■ DATA

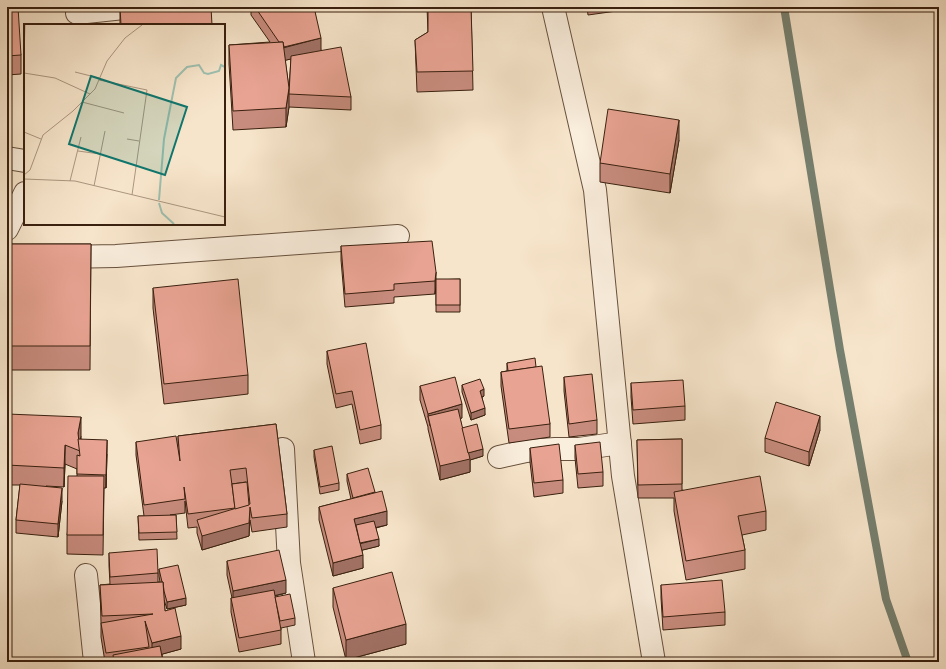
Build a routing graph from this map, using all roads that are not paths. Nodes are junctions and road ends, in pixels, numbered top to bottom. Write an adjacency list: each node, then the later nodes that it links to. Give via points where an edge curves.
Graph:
1 (133, 7): 3 (street)
2 (553, 7): 10 (street, via 595,190)
3 (78, 15)
4 (7, 158): 5 (street)
5 (24, 161)
6 (24, 195): 7 (street)
7 (7, 229)
8 (398, 236): 9 (street, via 116,256)
9 (7, 258)
10 (620, 443): 12 (street, via 579,449 532,450); 16 (street, via 623,476)
11 (283, 449): 15 (street, via 289,563)
12 (499, 457)
13 (86, 575): 14 (street)
14 (95, 662)
15 (304, 662)
16 (654, 662)

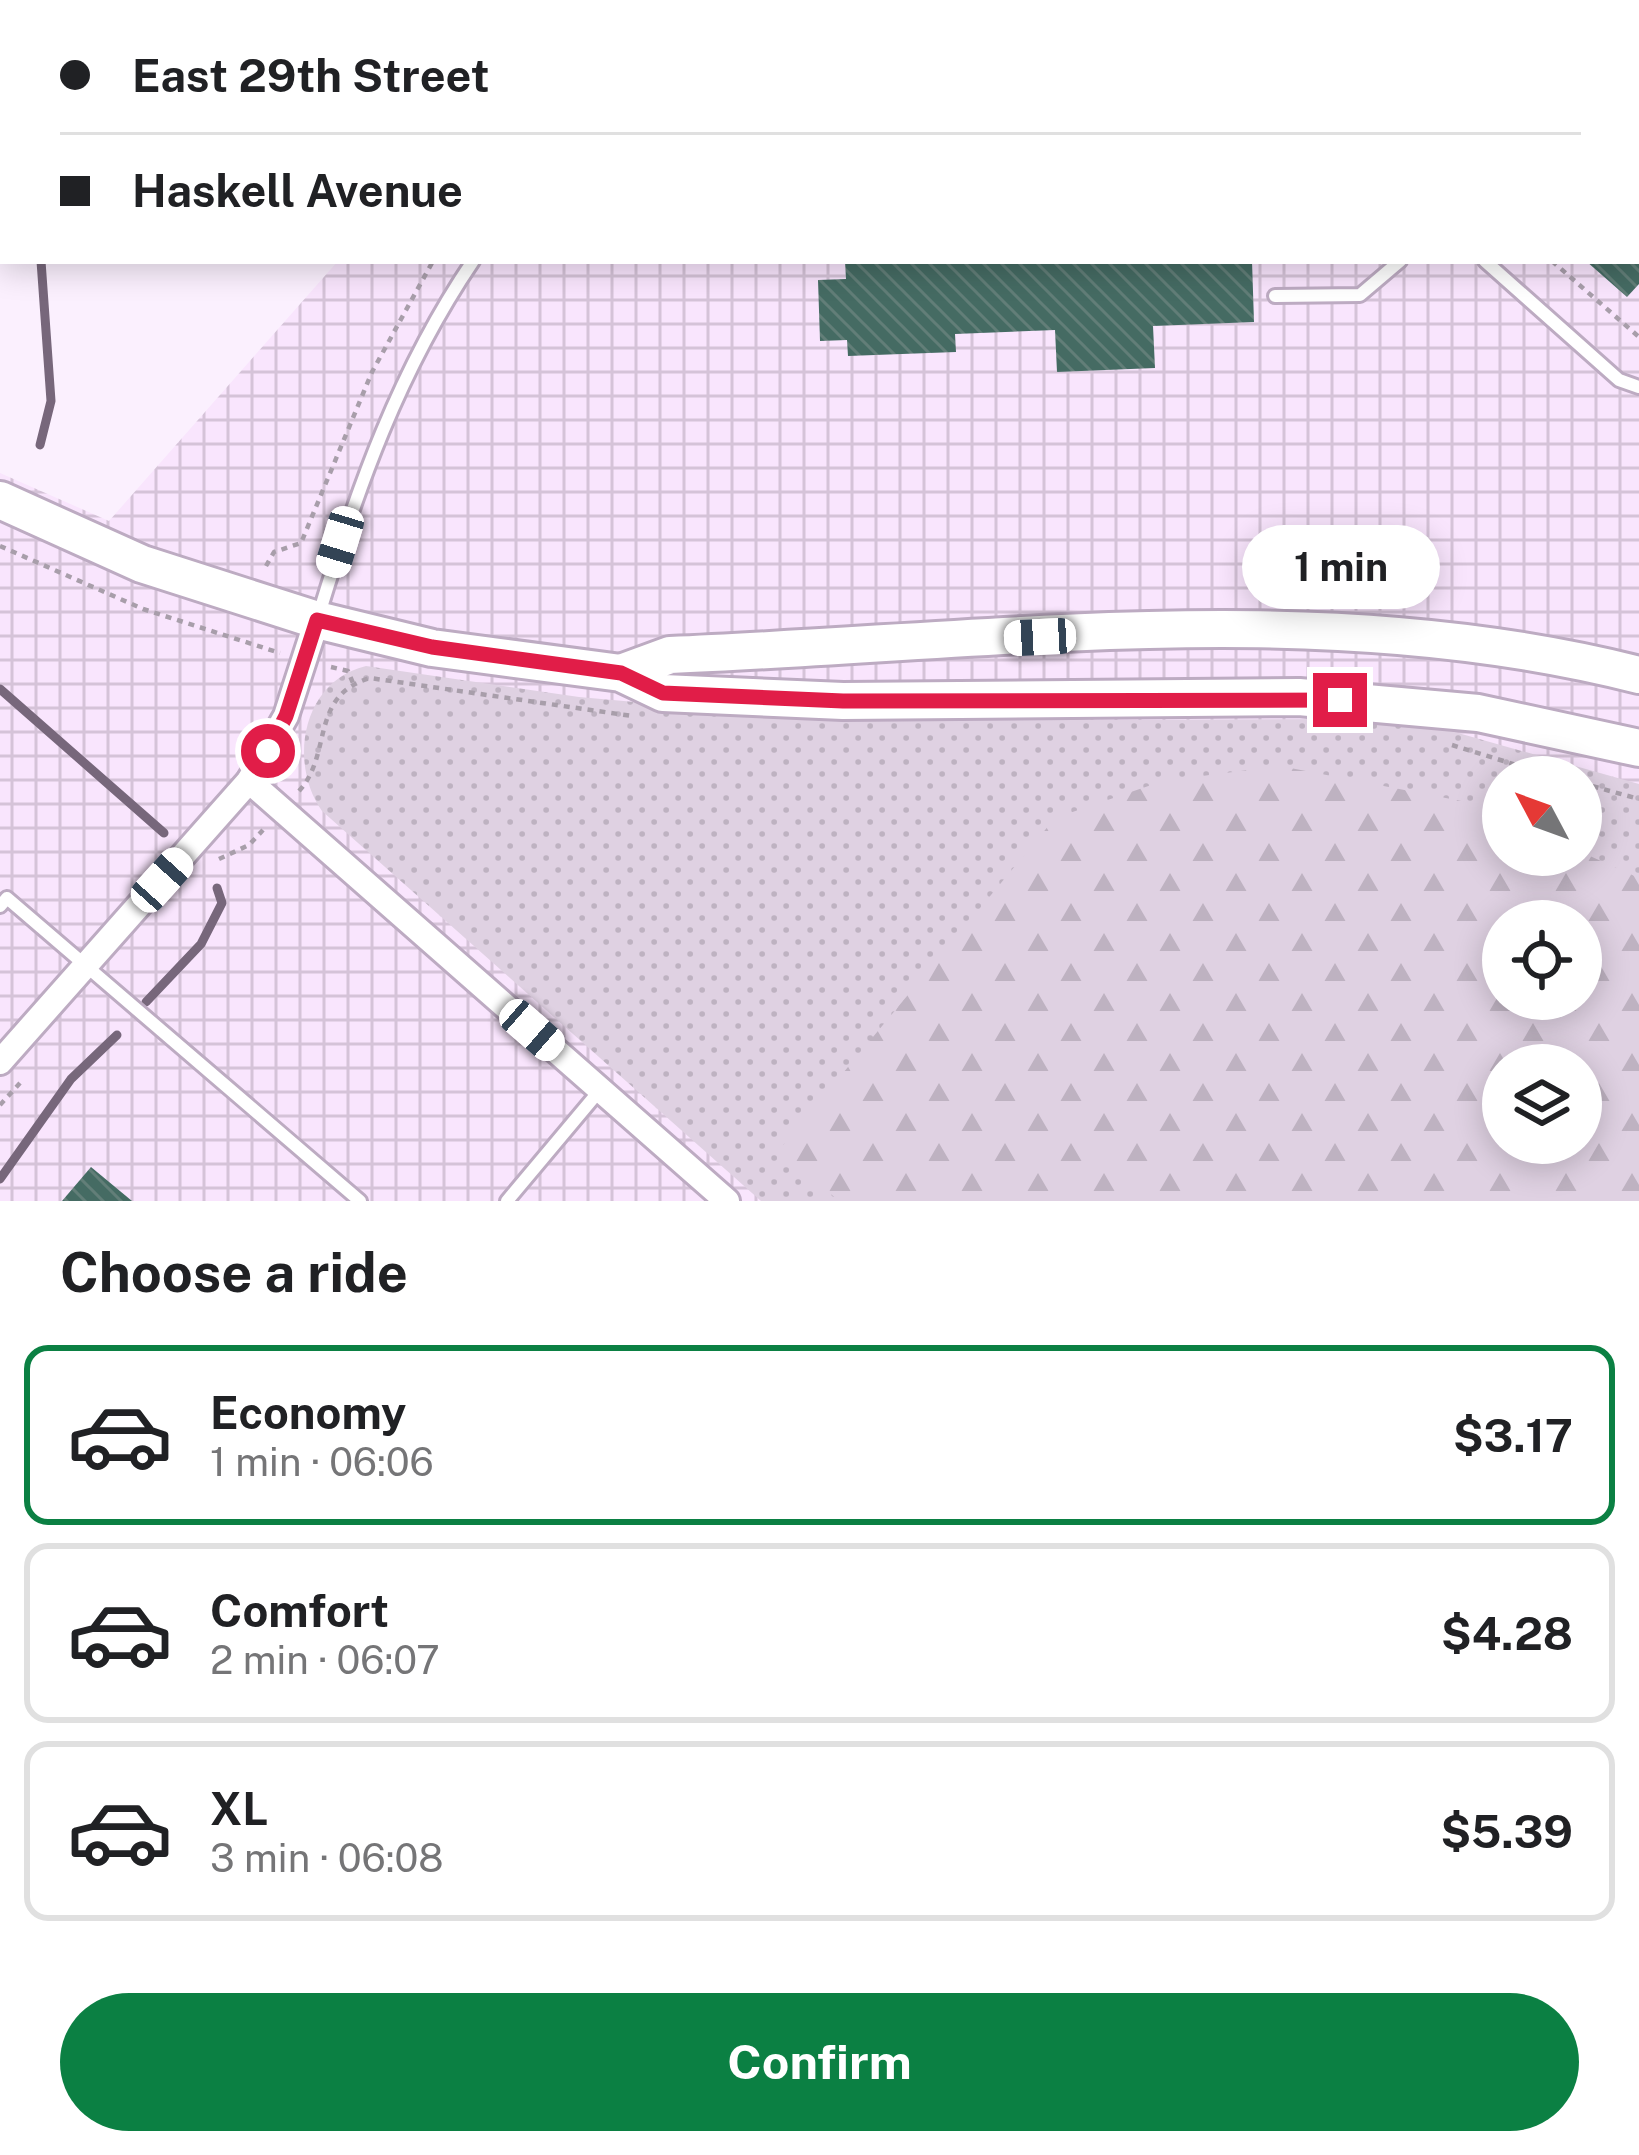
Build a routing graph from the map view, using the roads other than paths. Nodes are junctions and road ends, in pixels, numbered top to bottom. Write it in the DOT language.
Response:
graph roads {
  1 [pos="471,264"];
  2 [pos="1396,264"];
  3 [pos="1488,264"];
  4 [pos="1275,296"];
  5 [pos="1639,387"];
  6 [pos="0,500"];
  7 [pos="317,620"];
  8 [pos="621,673"];
  9 [pos="1639,675"];
  10 [pos="1639,748"];
  11 [pos="249,781"];
  12 [pos="0,906"];
  13 [pos="85,967"];
  14 [pos="0,1062"];
  15 [pos="600,1090"];
  16 [pos="360,1201"];
  17 [pos="507,1201"];
  18 [pos="727,1201"];
  1 -- 7 [label="lane"];
  2 -- 4 [label="lane"];
  3 -- 5 [label="lane"];
  6 -- 7 [label="main road"];
  7 -- 8 [label="main road"];
  7 -- 11 [label="street"];
  8 -- 9 [label="main road"];
  8 -- 10 [label="main road"];
  11 -- 13 [label="street"];
  11 -- 15 [label="street"];
  12 -- 13 [label="lane"];
  13 -- 14 [label="street"];
  13 -- 16 [label="lane"];
  15 -- 17 [label="lane"];
  15 -- 18 [label="street"];
}
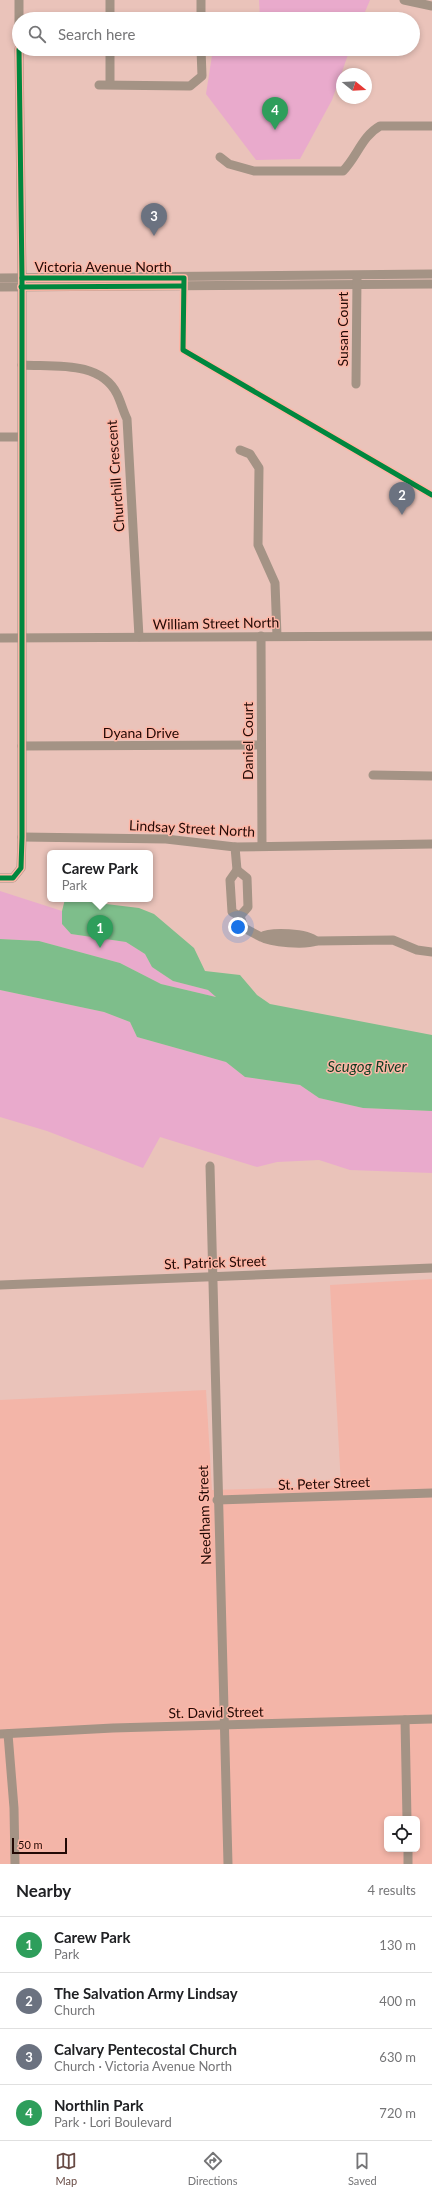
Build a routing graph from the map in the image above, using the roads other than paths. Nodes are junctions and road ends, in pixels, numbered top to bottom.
1 (19, 0) edge
2 (110, 0) edge
3 (201, 0) edge
4 (404, 0) edge
5 (432, 6) edge
6 (19, 12) edge
7 (110, 12) edge
8 (201, 12) edge
9 (19, 56) edge
10 (110, 56) edge
11 (201, 56) edge
12 (110, 84) junction
13 (98, 85) dead end
14 (432, 126) edge
15 (220, 157) dead end
16 (432, 274) edge
17 (227, 276) junction
18 (0, 278) edge
19 (356, 280) junction
20 (22, 282) junction
21 (432, 284) edge
22 (0, 286) edge
23 (226, 286) junction
24 (22, 365) junction
25 (356, 384) dead end
26 (21, 436) junction
27 (0, 437) edge
28 (240, 450) dead end
29 (261, 636) junction
30 (277, 636) junction
31 (432, 636) edge
32 (21, 637) junction
33 (140, 637) junction
34 (0, 638) edge
35 (261, 745) junction
36 (22, 746) junction
37 (373, 775) dead end
38 (432, 776) edge
39 (22, 837) junction
40 (432, 844) edge
41 (262, 846) junction
42 (235, 847) junction
43 (237, 870) junction
44 (0, 878) edge
45 (240, 916) junction
46 (432, 952) edge
47 (210, 1166) dead end
48 (432, 1268) edge
49 (213, 1275) junction
50 (0, 1285) edge
51 (432, 1493) edge
52 (217, 1500) junction
53 (432, 1719) edge
54 (405, 1720) junction
55 (225, 1726) junction
56 (4, 1734) edge
57 (407, 1816) edge
58 (408, 1852) edge
59 (15, 1864) edge
60 (228, 1864) edge
61 (408, 1864) edge

1 - 6 street
2 - 7 street
3 - 8 street
4 - 5 street
9 - 20 street
10 - 12 street
11 - 12 street
12 - 13 street
14 - 15 street
16 - 19 street, Victoria Avenue North
17 - 19 street, Victoria Avenue North
17 - 20 street, Victoria Avenue North
17 - 23 street
18 - 20 street, Victoria Avenue North
19 - 21 street, Victoria Avenue North
19 - 23 street, Victoria Avenue North
19 - 25 street, Susan Court
20 - 22 street, Victoria Avenue North
20 - 23 street, Victoria Avenue North
20 - 24 street
24 - 26 street
24 - 33 street, Churchill Crescent
26 - 27 street
26 - 32 street
28 - 30 street
29 - 30 street, William Street North
29 - 33 street, William Street North
29 - 35 street, Daniel Court
30 - 31 street, William Street North
32 - 33 street, William Street North
32 - 34 street, William Street North
32 - 36 street
35 - 36 street, Dyana Drive
35 - 41 street, Daniel Court
36 - 39 street
37 - 38 street
39 - 42 street, Lindsay Street North
39 - 44 street
40 - 41 street, Lindsay Street North
41 - 42 street, Lindsay Street North
42 - 43 street
43 - 45 street
43 - 45 street
45 - 46 street
47 - 49 street, Needham Street
48 - 49 street, St. Patrick Street
49 - 50 street, St. Patrick Street
49 - 52 street, Needham Street
51 - 52 street, St. Peter Street
52 - 55 street, Needham Street
53 - 54 street, St. David Street
54 - 55 street, St. David Street
54 - 57 street
55 - 56 street, St. David Street
55 - 60 street, Needham Street
56 - 59 street
58 - 61 street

■ WHAT THE TASK ASKS
Where a line in the records above includes the string "ends", show it.

■ RESULT
Build a routing graph from this map, using all roads that are not paths. Nodes are junctions and road ends, in pixels, numbered top to bottom. Write an adjacency list: each node, then the later nodes that it links to. Give via points where an edge curves.
Build a routing graph from the map view, using the roads other than paths. Nodes are junctions and road ends, in pixels, numbered top to bottom. Write it in the DOT language.
Build a routing graph from the map in the image above, using the roads other than paths. Nodes are junctions and road ends, in pixels, numbered top to bottom.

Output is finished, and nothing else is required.